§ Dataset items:
*** Block opens ***
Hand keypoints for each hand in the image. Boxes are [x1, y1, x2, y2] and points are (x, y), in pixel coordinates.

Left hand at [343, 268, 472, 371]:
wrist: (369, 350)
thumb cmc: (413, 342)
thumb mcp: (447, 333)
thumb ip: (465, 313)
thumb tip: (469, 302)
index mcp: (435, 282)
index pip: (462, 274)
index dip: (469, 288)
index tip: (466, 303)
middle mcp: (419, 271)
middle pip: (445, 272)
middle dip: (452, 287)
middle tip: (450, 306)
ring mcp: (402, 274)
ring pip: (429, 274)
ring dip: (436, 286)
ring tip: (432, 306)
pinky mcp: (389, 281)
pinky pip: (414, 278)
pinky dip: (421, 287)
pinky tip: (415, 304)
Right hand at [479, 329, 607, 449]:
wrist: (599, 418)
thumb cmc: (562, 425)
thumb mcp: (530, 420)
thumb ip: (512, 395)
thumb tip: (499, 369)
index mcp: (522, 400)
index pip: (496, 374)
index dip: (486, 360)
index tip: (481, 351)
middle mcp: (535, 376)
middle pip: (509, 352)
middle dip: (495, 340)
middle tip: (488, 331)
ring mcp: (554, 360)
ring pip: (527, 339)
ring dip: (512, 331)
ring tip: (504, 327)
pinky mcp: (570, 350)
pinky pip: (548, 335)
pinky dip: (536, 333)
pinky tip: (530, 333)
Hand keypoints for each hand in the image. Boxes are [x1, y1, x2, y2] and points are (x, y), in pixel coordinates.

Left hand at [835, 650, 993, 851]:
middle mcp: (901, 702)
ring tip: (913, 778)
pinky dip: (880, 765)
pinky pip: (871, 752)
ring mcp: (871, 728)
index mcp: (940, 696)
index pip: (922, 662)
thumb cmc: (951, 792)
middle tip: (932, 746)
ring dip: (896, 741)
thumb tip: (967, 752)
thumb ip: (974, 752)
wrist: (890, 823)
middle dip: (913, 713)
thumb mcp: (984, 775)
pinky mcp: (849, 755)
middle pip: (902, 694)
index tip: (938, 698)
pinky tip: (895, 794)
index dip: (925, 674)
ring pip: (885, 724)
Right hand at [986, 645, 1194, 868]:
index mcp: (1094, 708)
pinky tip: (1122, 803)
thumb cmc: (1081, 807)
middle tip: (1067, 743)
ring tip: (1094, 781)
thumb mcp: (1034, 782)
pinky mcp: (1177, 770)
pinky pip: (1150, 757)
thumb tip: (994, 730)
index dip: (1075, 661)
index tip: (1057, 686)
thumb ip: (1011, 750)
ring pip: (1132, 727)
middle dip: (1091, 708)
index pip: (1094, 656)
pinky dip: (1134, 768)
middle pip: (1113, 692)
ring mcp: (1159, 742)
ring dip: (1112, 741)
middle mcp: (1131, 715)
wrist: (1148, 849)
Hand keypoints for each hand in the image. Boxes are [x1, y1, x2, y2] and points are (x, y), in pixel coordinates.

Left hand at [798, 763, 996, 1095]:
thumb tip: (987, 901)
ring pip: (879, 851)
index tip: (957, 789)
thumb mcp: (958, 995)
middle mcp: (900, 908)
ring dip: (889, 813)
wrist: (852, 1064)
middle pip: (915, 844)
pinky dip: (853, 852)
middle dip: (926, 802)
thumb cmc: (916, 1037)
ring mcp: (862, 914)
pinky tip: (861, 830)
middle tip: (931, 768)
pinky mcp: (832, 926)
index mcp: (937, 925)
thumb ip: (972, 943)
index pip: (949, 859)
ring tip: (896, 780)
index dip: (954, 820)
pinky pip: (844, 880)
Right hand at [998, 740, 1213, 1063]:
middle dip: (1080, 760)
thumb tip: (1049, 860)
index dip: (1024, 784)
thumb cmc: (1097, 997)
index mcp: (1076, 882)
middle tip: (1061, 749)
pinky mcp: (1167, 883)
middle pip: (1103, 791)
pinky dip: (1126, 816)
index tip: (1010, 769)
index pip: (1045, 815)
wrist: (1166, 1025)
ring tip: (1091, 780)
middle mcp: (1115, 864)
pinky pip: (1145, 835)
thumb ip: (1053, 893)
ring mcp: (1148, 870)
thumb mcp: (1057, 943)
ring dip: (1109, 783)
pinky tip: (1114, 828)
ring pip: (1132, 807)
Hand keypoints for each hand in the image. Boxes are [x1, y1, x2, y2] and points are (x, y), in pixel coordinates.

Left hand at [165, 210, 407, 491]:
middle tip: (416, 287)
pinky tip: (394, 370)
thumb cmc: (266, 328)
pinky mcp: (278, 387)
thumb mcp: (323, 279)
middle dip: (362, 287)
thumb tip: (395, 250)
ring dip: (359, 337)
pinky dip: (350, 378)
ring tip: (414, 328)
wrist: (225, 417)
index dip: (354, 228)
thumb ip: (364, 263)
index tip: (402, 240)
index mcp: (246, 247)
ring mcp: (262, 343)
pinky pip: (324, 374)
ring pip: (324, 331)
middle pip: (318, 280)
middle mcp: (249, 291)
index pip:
*** Block closes ***
§ EXERCISE:
Please copy the lines in the records above between the one holding "ring tip: (504, 327)" and the one holding "middle pip: (1113, 692)", inclusive, exactly and with no other line.

§ SOLUTION FOR THIS EXERCISE:
ring tip: (504, 327)
pinky mcp: (570, 350)
pinky pip: (548, 335)
pinky dip: (536, 333)
pinky tip: (530, 333)
Hand keypoints for each hand in the image. Boxes are [x1, y1, x2, y2] and points are (x, y), in pixel coordinates.

Left hand at [835, 650, 993, 851]:
middle mcp: (901, 702)
ring tip: (913, 778)
pinky dip: (880, 765)
pinky pip: (871, 752)
ring mcp: (871, 728)
index mcp: (940, 696)
index pip: (922, 662)
thumb cmc: (951, 792)
middle tip: (932, 746)
ring dip: (896, 741)
thumb tip: (967, 752)
thumb ip: (974, 752)
wrist: (890, 823)
middle dip: (913, 713)
thumb mcp: (984, 775)
pinky mcp: (849, 755)
middle pip: (902, 694)
index tip: (938, 698)
pinky tip: (895, 794)
index dip: (925, 674)
ring pip: (885, 724)
Right hand at [986, 645, 1194, 868]:
index mcp: (1094, 708)
pinky tip: (1122, 803)
thumb cmc: (1081, 807)
middle tip: (1067, 743)
ring tip: (1094, 781)
thumb mcp: (1034, 782)
pinky mcp: (1177, 770)
pinky pip: (1150, 757)
thumb tip: (994, 730)
index dip: (1075, 661)
index tip: (1057, 686)
thumb ip: (1011, 750)
ring pip: (1132, 727)
middle dip: (1091, 708)
index pip: (1094, 656)
pinky dip: (1134, 768)
middle pip: (1113, 692)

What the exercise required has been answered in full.